ACTIVITY
Skip the pictures and give back the rest of the listing exactly.

DATASET CONTENT
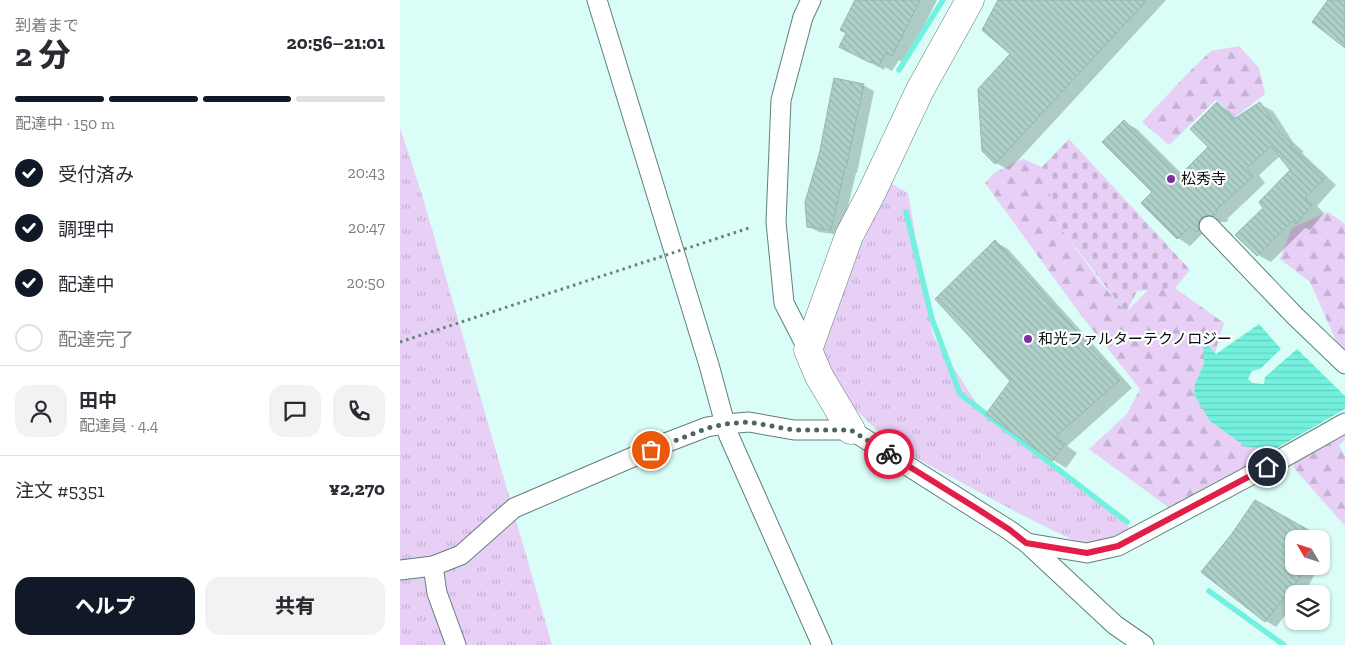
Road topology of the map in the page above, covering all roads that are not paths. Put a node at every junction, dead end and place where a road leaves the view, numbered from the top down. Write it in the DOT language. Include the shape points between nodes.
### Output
graph roads {
  1 [pos="597,0"];
  2 [pos="811,0"];
  3 [pos="970,0"];
  4 [pos="1209,226"];
  5 [pos="808,350"];
  6 [pos="1345,364"];
  7 [pos="1345,423"];
  8 [pos="725,424"];
  9 [pos="851,430"];
  10 [pos="1026,543"];
  11 [pos="432,566"];
  12 [pos="400,570"];
  13 [pos="456,645"];
  14 [pos="822,645"];
  15 [pos="1144,645"];
  1 -- 8 [label="street"];
  2 -- 5 [label="street" via="802,16 781,100 776,222 784,303"];
  3 -- 5 [label="street" via="920,90 849,236"];
  4 -- 6 [label="street"];
  5 -- 9 [label="street" via="819,376"];
  7 -- 10 [label="street" via="1118,546 1087,553"];
  8 -- 9 [label="street" via="749,422 794,430"];
  8 -- 11 [label="street" via="668,442 514,508 462,555"];
  8 -- 14 [label="street"];
  9 -- 10 [label="street"];
  10 -- 15 [label="street" via="1115,625"];
  11 -- 12 [label="street"];
  11 -- 13 [label="street" via="437,593"];
}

SOLUTION TO THIS TASK
Road topology of the map in the page above, covering all roads that are not paths. Put a node at every junction, dead end and place where a road leaves the view, numbered from the top down. Write it in the DOT language. Include the shape points between nodes.
### Output
graph roads {
  1 [pos="597,0"];
  2 [pos="811,0"];
  3 [pos="970,0"];
  4 [pos="1209,226"];
  5 [pos="808,350"];
  6 [pos="1345,364"];
  7 [pos="1345,423"];
  8 [pos="725,424"];
  9 [pos="851,430"];
  10 [pos="1026,543"];
  11 [pos="432,566"];
  12 [pos="400,570"];
  13 [pos="456,645"];
  14 [pos="822,645"];
  15 [pos="1144,645"];
  1 -- 8 [label="street"];
  2 -- 5 [label="street" via="802,16 781,100 776,222 784,303"];
  3 -- 5 [label="street" via="920,90 849,236"];
  4 -- 6 [label="street"];
  5 -- 9 [label="street" via="819,376"];
  7 -- 10 [label="street" via="1118,546 1087,553"];
  8 -- 9 [label="street" via="749,422 794,430"];
  8 -- 11 [label="street" via="668,442 514,508 462,555"];
  8 -- 14 [label="street"];
  9 -- 10 [label="street"];
  10 -- 15 [label="street" via="1115,625"];
  11 -- 12 [label="street"];
  11 -- 13 [label="street" via="437,593"];
}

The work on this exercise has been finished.